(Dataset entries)
---*---

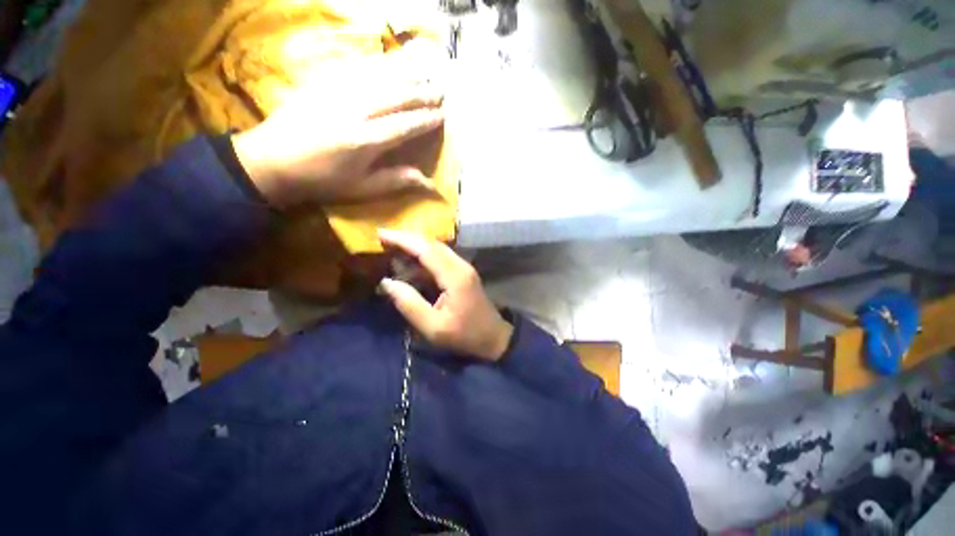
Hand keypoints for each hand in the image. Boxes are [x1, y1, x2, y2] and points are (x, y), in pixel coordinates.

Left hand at [231, 47, 445, 206]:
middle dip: (420, 93)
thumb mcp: (361, 188)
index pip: (404, 126)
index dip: (425, 120)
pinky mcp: (323, 83)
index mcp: (364, 140)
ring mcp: (337, 92)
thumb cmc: (322, 180)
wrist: (272, 160)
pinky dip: (378, 67)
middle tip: (440, 92)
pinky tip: (390, 65)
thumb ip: (394, 181)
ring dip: (404, 75)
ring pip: (378, 77)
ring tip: (424, 74)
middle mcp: (354, 111)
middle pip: (395, 96)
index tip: (442, 116)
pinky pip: (357, 69)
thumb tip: (425, 181)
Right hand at [376, 229, 513, 360]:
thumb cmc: (464, 335)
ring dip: (415, 247)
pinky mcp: (463, 273)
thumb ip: (409, 304)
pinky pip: (441, 259)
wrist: (493, 338)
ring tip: (391, 249)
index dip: (402, 240)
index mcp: (454, 276)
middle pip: (432, 244)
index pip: (426, 250)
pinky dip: (423, 258)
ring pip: (437, 249)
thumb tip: (386, 283)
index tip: (380, 234)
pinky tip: (410, 264)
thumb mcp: (433, 327)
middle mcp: (460, 266)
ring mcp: (464, 268)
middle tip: (383, 239)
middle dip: (407, 239)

---*---

* [Activity]: An exact copy of the records above is needed, with the pictures removed.

* [Answer box]:
Hand keypoints for each hand in the image. Boxes are [x1, y1, x2, y2] and points are (x, y), in pixel coordinates.

Left hand at [231, 47, 445, 206]:
middle dip: (420, 93)
thumb mcp: (361, 188)
index pip: (404, 126)
index dip: (425, 120)
pinky mcp: (323, 83)
index mcp: (364, 140)
ring mcp: (337, 92)
thumb cmc: (322, 180)
wrist: (272, 160)
pinky dip: (378, 67)
middle tip: (440, 92)
pinky tip: (390, 65)
thumb ip: (394, 181)
ring dip: (404, 75)
ring pip: (378, 77)
ring tip: (424, 74)
middle mcp: (354, 111)
middle pip: (395, 96)
index tip: (442, 116)
pinky pip: (357, 69)
thumb tip: (425, 181)
Right hand at [376, 229, 513, 360]:
thumb cmc: (464, 335)
ring dip: (415, 247)
pinky mcp: (463, 273)
thumb ip: (409, 304)
pinky pip: (441, 259)
wrist: (493, 338)
ring tip: (391, 249)
index dip: (402, 240)
index mcp: (454, 276)
middle pip: (432, 244)
index pip: (426, 250)
pinky dip: (423, 258)
ring pip: (437, 249)
thumb tip: (386, 283)
index tip: (380, 234)
pinky tip: (410, 264)
thumb mcp: (433, 327)
middle mcp: (460, 266)
ring mcp: (464, 268)
middle tip: (383, 239)
middle dip: (407, 239)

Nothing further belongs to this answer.